Some third-party software (backup, message hygiene, and so on) is not supported on clustered nodes.
Additional expertise is required to manage clustering technologies and shared storage.
Some typical management functions (such as stopping and starting a service) are different on clusters than they are on typical Windows servers.

The Ugly

Why the "ugly" category? Well, the "bad" category is all technology and cost. These are things that as information technology professionals, we can address through budgeting and training. However, "the ugly" rears its head at the management layer. Often clustering technologies are sold to senior management by salespeople. The technical implementation and requirements get a little fuzzy at this layer.

When clustering is "sold" to management, expectations are often very high for what can be delivered. Management often views this as "magic" or the "answer to all our problems."
Failover times are usually between two and five minutes, but possibly longer. The perception is often that failover is always instantaneous.
Exchange clustering does not protect an organization from power failures, network infrastructure failures, Active Directory problems, DNS problems, and so on.
Additional expertise and training are required to support the additional complexity. Often this is in the form of consultants and classes. This is a factor that management often does not hear about.

Overcoming the Bad and the Ugly

Both the bad and ugly aspects of clustering can be overcome. The most important factor is to separate fact from fiction and hype in all of your management discussions, briefings, presentations, and documentation. Don't oversell the technology or feed the perception that Exchange clustering is actually "magic e-mail pixie dust." A lot of us get caught in the "gee it will be so great to have this new technology" frenzy that we are afraid to present all of the facts for fear we will lose our funding.

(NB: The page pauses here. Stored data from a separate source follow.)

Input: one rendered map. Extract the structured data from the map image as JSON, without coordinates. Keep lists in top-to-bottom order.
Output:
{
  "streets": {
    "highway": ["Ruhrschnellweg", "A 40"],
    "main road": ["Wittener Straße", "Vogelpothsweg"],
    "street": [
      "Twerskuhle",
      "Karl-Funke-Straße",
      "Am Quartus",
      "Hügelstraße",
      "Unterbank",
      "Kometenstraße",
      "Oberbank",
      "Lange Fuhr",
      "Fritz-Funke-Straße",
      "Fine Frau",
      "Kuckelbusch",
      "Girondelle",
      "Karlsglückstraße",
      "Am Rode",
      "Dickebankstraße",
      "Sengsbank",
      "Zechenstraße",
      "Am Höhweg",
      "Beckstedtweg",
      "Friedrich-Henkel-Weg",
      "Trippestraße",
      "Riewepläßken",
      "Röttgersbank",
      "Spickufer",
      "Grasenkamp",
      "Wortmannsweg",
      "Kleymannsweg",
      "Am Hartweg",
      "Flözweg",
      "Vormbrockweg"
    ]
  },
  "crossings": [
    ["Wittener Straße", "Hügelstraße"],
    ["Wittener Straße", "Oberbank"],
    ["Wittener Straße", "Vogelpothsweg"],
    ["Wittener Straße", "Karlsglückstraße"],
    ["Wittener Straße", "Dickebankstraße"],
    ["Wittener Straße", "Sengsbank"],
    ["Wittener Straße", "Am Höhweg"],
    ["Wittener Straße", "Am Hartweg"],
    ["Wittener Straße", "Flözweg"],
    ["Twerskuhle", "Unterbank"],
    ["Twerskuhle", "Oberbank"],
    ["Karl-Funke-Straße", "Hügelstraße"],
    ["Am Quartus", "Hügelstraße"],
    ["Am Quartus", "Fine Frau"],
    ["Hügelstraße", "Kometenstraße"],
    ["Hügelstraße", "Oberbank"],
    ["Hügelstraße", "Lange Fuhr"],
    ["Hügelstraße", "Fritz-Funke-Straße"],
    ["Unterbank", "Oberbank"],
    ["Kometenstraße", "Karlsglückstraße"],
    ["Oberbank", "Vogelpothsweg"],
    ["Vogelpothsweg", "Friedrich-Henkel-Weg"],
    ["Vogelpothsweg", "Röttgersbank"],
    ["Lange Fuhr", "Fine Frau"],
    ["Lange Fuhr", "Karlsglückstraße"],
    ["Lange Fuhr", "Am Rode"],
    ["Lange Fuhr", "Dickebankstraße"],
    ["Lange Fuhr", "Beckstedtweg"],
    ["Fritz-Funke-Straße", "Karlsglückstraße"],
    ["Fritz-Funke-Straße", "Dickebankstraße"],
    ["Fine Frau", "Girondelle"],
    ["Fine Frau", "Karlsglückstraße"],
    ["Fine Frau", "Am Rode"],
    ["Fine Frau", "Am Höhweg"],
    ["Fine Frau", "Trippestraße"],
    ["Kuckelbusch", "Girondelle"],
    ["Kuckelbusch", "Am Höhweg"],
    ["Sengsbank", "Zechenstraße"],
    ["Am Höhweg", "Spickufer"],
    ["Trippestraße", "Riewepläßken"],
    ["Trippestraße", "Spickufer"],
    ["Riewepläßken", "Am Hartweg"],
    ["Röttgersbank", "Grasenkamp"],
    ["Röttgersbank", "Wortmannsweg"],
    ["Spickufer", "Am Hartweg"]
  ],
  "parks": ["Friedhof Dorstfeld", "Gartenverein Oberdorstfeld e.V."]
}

Balance and lessen the enthusiasm of salespeople, vendors, and senior management with by presenting a realistic view of clustering features, functions, and benefits.

The Intimidation Factor

One interesting factor of implementing a cluster is the intimidation factor. Junior or inexperienced administrators often look at clustering technology as a black box. Though they may have been trained to manage Windows servers, they are not trained in clustering.

Interestingly enough, this can function as a factor for improving availability. Quite a bit of downtime that we have come in contact with has been the result of junior administrators taking initiative (incorrectly) and making a situation worse. Frequently, though, with clusters, the junior administrator will leave them alone and wait for someone with more clustering experience.

Single Copy Clusters

In Exchange 2000/2003, we just referred to mailbox clusters as an Exchange cluster. However, in Exchange 2007, there are two different approaches to implementing clustering. The first is a single copy cluster (SCC); the SCC is identical to an Exchange 2000/2003 cluster. In this case, the "single copy" part of the name refers to the fact that there is only a single copy of each Exchange 2007 mailbox or public folder database. The database resides on some type of shared storage array.

With single copy clusters, there can be between two and eight nodes in a cluster. At any given time, there is always at least one node that is in the passive role and is ready to assume responsibility for a clustered mailbox server.

Note

Terminology update: If you used Exchange 2000/2003 in a clustered environment, then you are used to the term Exchange virtual server. This term has been replaced by clustered mailbox server.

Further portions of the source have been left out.